This guide covers the practical, unglamorous side of island property ownership. Not the dream — the plumbing, the paperwork, and the real costs. For current market prices by community, see our Vancouver Island real estate overview.
Water: Municipal vs. Well
One of the biggest differences between urban and rural island properties is where your water comes from. In Victoria, Nanaimo, Courtenay, Comox, Campbell River, and other incorporated municipalities, you'll have municipal water — treated, tested, and delivered through infrastructure you never think about. Outside those areas? You're on a well.
Municipal Water
Municipal water on Vancouver Island is generally excellent quality. The Greater Victoria system draws from the Sooke Lake Reservoir, which is surface water that's naturally filtered through a protected watershed. Nanaimo's system draws from multiple reservoirs. Comox Valley draws from the Comox Lake watershed.
What it costs:
Advantages are obvious: reliable supply, tested quality, no maintenance on your end, fire hydrant access for insurance purposes. The downside is you're paying for it and subject to water restrictions in summer — which are increasingly common as the island's population grows and summers get drier.
Well Water
Outside municipal boundaries — and that's a lot of Vancouver Island — properties rely on drilled or dug wells. This includes much of the Cowichan Valley, rural areas around Courtenay, the islands, Sooke area properties, and essentially everywhere north of Campbell River.
Wells are not all created equal. Some produce 20+ gallons per minute of clean, mineral-balanced water year-round. Others produce 1 gallon per minute with high iron content and go dry in August. You absolutely need to know which kind you're buying.
Well Water — Real Costs
Drilling a new well: $8,000–$25,000+, depending on depth required. Island geology varies enormously — some areas hit water at 60 feet, others need 300+ feet through rock. Average cost for a standard residential well on Vancouver Island is $12,000–$18,000.
Well pump replacement: $2,000–$5,000 installed (submersible pumps last 10–20 years).
Water treatment system: $2,000–$8,000 for UV filtration, sediment filters, water softeners, or iron removal systems. Many island wells need some form of treatment.
Annual water testing: $150–$400 for comprehensive testing (bacteria, minerals, flow rate). You should test annually — and you should actually do it, not just plan to.
Ongoing costs: $200–$600/year for electricity to run the pump, filter replacements, and maintenance.
⚠️ Well Water Red Flags
- Low flow rate: Anything under 3 gallons per minute will be challenging for a family. Under 1 GPM is marginal — you'll need a holding tank and careful water management.
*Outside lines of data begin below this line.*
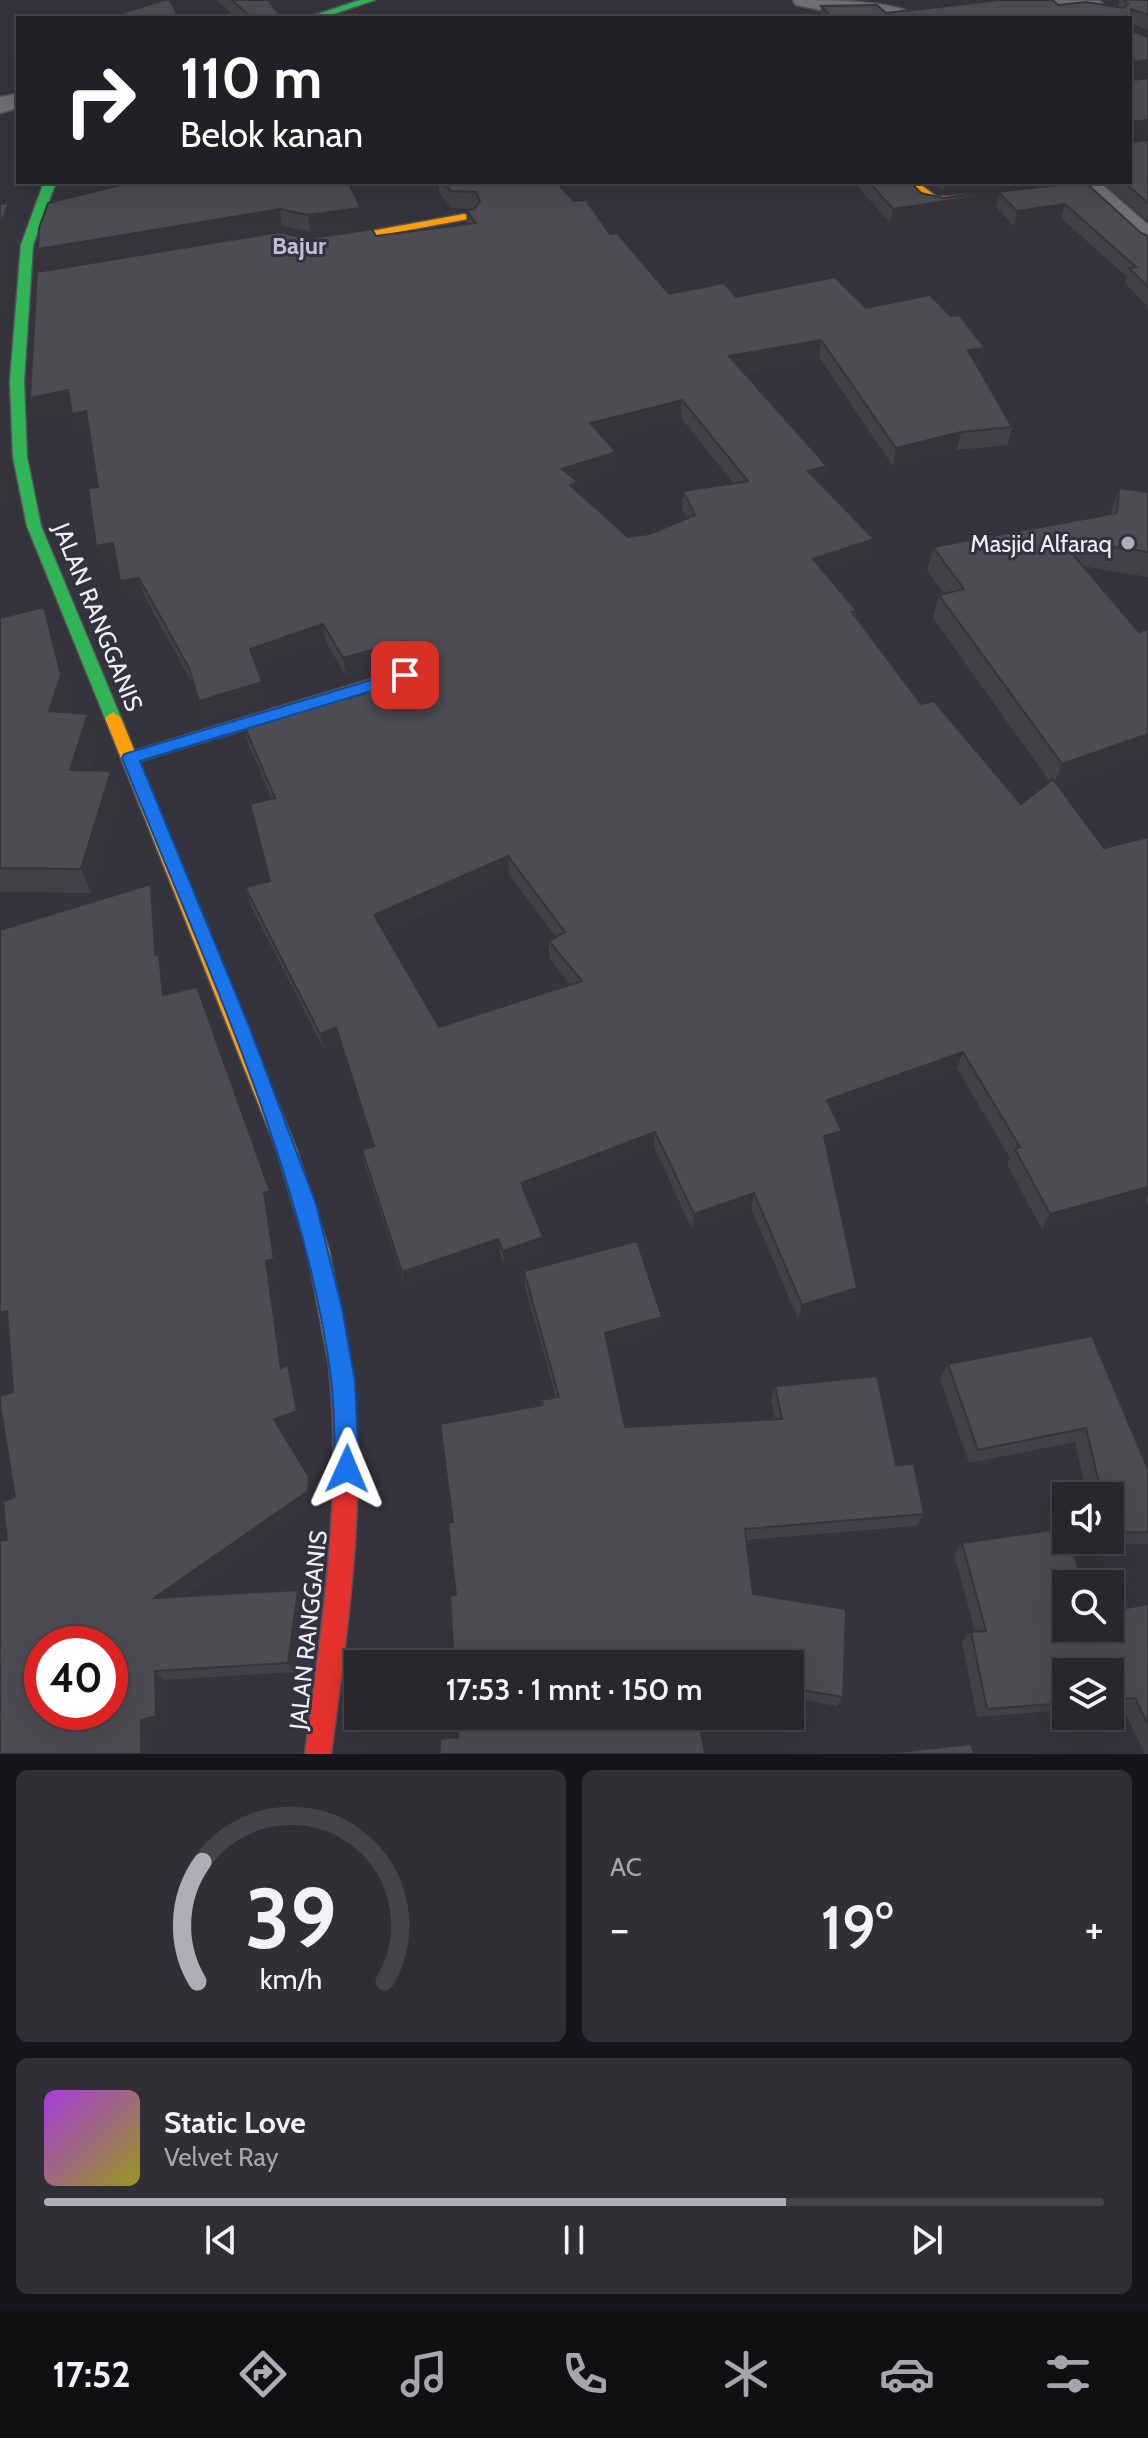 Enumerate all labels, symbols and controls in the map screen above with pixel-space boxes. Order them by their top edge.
text: 110 m [180,44,322,112]
icon: right [48,48,152,152]
text: Belok kanan [180,112,363,156]
district label: Bajur [272,231,326,260]
street label: JALAN RANGGANIS [47,518,149,715]
place label: Masjid Alfaraq [970,529,1112,558]
marker: Masjid Alfaraq [1119,534,1137,552]
pin [371,641,439,709]
icon: arrive [383,653,427,697]
position arrow [305,1427,389,1511]
map controls [1052,1482,1124,1730]
button: sound [1052,1482,1124,1554]
street label: JALAN RANGGANIS [283,1529,333,1732]
button: search [1052,1570,1124,1642]
speed limit sign: 40 [24,1626,128,1730]
button: layers [1052,1658,1124,1730]
text: 17:53 · 1 mnt · 150 m [446,1671,702,1708]
text: AC [610,1851,642,1883]
text: 39 [245,1868,337,1969]
text: 19° [821,1891,893,1964]
text: − [610,1902,629,1955]
text: + [1085,1902,1104,1955]
text: km/h [260,1961,322,1996]
text: Static Love [164,2104,306,2141]
text: Velvet Ray [164,2141,279,2173]
icon: previous [199,2218,243,2262]
icon: pause [552,2218,596,2262]
icon: next [905,2218,949,2262]
icon: directions [235,2346,291,2402]
icon: music [396,2346,452,2402]
icon: phone [557,2346,613,2402]
icon: climate [718,2346,774,2402]
icon: car [879,2346,935,2402]
icon: filters [1040,2346,1096,2402]
text: 17:52 [52,2352,130,2396]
- Seasonal variation: A well that tests fine in March may underperform in September. Ask for summer flow data if possible, or talk to neighbours.
- Coliform bacteria: Positive coliform tests aren't uncommon on the island. They're treatable with UV or chlorination, but you need to know before closing.
- Shared wells: Some rural properties share a well with neighbours via a water users' agreement. Read the agreement carefully — who pays for maintenance? What happens when supply is low? These can be simple or they can be neighbourly nightmares.
- No well record: BC maintains a well database (WELLS), but older wells may not be registered. If the seller can't provide well depth, flow rate, or drilling records, get a professional assessment before buying.
The bottom line: Well water is fine — most of rural BC runs on it. But it's a system you own and maintain. Budget $500–$1,000 annually for upkeep, and always get a thorough water test as part of your purchase conditions.
Sewer vs. Septic Systems
Same urban/rural divide as water. Municipal sewer connections exist in incorporated areas. Outside them, you're on septic. And on Vancouver Island, "septic" covers a wide range of systems — from simple gravity-fed tanks to engineered treatment plants.
Municipal Sewer
If you're on municipal sewer, your costs are baked into your utility bill — typically $400–$800 per year depending on the municipality. You don't think about it. That's the point.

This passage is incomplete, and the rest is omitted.